Clarinet Concerto No 2 in F minor 'Grand Concerto', Op 5
The second concerto, subtitled ‘Grand Concerto’, was one of the most celebrated. It bears a dedication to Alexander I of Russia, probably in gratitude for favours bestowed during Crusell’s visit to St Petersburg. The layout of the three movements is firmly classical although here and there one notices the influence of Beethoven. This influence is most apparent in the opening ritornello which is concentrated and dramatic and contains a strikingly Beethovenian modulation to D flat major. However, with the arrival of the clarinet the drama becomes predominantly lyrical, despite wide leaps and virtuoso passage-work. The conclusion of the first movement, in the tonic major, is closer to the spirit of Haydn; it certainly dispels any impression of personal-dramatic content.

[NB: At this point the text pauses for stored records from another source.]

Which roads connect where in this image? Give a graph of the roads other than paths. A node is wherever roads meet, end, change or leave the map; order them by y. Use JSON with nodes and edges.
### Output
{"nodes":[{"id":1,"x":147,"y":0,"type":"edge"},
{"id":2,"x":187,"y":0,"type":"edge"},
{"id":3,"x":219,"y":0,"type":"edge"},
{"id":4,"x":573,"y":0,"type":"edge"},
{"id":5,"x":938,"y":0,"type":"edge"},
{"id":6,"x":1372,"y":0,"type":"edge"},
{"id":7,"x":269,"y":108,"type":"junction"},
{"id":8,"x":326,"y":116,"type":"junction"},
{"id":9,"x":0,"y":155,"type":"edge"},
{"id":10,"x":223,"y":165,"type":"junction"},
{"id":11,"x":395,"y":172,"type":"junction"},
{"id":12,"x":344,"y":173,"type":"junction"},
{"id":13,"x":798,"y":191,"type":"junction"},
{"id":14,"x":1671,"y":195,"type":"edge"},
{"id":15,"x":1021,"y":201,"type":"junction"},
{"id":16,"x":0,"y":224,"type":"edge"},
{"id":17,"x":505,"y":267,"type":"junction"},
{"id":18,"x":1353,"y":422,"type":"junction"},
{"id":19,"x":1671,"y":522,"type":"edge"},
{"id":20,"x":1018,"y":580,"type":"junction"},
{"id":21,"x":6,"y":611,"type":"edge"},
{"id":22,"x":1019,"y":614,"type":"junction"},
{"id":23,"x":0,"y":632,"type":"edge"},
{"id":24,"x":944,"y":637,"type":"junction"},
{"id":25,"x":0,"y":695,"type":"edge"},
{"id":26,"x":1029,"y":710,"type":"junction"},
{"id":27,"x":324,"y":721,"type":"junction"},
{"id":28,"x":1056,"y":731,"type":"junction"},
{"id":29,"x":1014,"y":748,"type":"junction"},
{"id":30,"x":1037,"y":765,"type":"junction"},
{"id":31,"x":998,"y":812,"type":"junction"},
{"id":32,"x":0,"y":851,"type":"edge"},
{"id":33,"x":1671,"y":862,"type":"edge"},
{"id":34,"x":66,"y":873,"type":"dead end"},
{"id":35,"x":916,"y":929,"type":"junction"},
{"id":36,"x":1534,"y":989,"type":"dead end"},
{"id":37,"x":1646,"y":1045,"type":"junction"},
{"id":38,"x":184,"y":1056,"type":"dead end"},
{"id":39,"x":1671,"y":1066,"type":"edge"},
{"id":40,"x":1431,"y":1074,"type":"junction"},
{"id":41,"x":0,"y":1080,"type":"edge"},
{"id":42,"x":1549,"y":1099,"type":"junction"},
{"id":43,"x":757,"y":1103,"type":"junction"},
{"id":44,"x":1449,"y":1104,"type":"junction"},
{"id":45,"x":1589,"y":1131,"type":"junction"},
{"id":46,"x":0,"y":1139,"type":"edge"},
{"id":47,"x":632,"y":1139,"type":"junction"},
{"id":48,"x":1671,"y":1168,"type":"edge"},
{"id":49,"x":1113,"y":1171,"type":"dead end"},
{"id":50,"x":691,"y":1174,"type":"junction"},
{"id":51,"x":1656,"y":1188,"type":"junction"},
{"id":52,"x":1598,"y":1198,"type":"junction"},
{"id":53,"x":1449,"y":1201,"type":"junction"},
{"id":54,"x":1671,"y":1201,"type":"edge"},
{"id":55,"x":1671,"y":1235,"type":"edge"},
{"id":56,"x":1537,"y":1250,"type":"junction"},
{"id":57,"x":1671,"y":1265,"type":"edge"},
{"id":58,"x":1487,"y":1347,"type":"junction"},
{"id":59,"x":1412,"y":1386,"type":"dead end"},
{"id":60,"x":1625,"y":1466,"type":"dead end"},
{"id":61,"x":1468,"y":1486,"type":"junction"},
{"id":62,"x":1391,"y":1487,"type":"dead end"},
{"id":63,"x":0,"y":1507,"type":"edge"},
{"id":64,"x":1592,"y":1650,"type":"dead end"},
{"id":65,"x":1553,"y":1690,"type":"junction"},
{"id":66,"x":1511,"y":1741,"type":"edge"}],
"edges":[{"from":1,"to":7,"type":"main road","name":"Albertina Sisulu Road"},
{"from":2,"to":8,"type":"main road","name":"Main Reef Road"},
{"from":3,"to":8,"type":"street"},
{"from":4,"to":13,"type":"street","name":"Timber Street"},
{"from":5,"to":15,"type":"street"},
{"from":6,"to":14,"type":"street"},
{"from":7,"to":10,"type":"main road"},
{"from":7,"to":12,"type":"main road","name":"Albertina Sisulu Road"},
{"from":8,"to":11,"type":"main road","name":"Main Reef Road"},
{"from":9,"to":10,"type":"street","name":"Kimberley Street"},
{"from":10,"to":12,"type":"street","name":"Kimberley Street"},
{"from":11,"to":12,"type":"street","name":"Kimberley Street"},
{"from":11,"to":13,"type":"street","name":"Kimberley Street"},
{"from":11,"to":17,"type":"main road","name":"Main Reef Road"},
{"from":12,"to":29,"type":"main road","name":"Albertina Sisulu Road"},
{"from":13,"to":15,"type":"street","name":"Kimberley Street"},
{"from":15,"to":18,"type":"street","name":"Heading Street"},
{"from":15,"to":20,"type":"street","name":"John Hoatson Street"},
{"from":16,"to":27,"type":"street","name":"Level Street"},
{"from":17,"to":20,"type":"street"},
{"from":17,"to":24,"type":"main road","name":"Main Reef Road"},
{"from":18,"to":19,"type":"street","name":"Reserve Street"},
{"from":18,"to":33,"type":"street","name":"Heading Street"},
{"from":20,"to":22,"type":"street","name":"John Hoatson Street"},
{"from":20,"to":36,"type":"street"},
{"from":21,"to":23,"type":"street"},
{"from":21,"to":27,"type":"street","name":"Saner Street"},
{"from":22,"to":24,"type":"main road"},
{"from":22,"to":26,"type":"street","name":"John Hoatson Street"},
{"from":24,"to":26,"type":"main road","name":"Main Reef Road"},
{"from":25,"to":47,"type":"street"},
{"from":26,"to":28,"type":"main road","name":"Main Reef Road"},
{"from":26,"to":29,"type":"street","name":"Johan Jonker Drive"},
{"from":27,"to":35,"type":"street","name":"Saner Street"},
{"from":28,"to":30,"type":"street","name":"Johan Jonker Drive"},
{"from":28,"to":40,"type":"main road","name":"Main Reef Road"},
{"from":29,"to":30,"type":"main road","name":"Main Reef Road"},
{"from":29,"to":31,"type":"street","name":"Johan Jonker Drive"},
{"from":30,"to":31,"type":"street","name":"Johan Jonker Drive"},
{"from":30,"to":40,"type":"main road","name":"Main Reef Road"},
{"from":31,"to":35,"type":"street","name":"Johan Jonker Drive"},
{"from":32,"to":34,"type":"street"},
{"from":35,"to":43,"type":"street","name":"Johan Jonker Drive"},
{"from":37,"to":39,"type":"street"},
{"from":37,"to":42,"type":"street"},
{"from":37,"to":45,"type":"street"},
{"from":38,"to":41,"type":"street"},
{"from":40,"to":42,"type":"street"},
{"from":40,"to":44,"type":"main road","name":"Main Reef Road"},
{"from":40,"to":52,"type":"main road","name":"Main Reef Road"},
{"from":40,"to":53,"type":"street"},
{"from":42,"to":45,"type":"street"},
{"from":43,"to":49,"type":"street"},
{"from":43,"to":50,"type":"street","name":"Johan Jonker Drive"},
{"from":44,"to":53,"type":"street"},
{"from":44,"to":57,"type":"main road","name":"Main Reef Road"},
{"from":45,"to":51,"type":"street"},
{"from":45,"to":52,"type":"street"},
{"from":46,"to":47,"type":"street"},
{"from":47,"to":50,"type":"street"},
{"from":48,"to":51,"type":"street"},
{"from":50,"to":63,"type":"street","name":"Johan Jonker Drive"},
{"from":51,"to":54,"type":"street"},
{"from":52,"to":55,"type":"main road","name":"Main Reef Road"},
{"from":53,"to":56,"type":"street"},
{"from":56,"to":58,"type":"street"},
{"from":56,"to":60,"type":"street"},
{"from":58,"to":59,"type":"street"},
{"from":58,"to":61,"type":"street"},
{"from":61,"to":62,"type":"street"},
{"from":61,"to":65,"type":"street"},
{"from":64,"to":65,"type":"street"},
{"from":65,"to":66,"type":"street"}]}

The slow movement (Andante pastorale) is in D flat major and has much of the romantic warmth traditionally associated with that key. Scored for clarinet and strings alone, it opens with a long melody for the clarinet accompanied by held chords and gentle pizzicato triplets on the cellos. The middle section explores darker minor-key regions before returning to a simple condensed repeat of the opening material. On this recording the cadenza just before the reprise, and the subsequent ornamentations, are by Alun Francis.

Despite the return to F minor, the final Rondo: Allegretto is high-spirited and gives ample opportunity for technical display, though Crusell wisely reserves his most brilliant writing for the coda.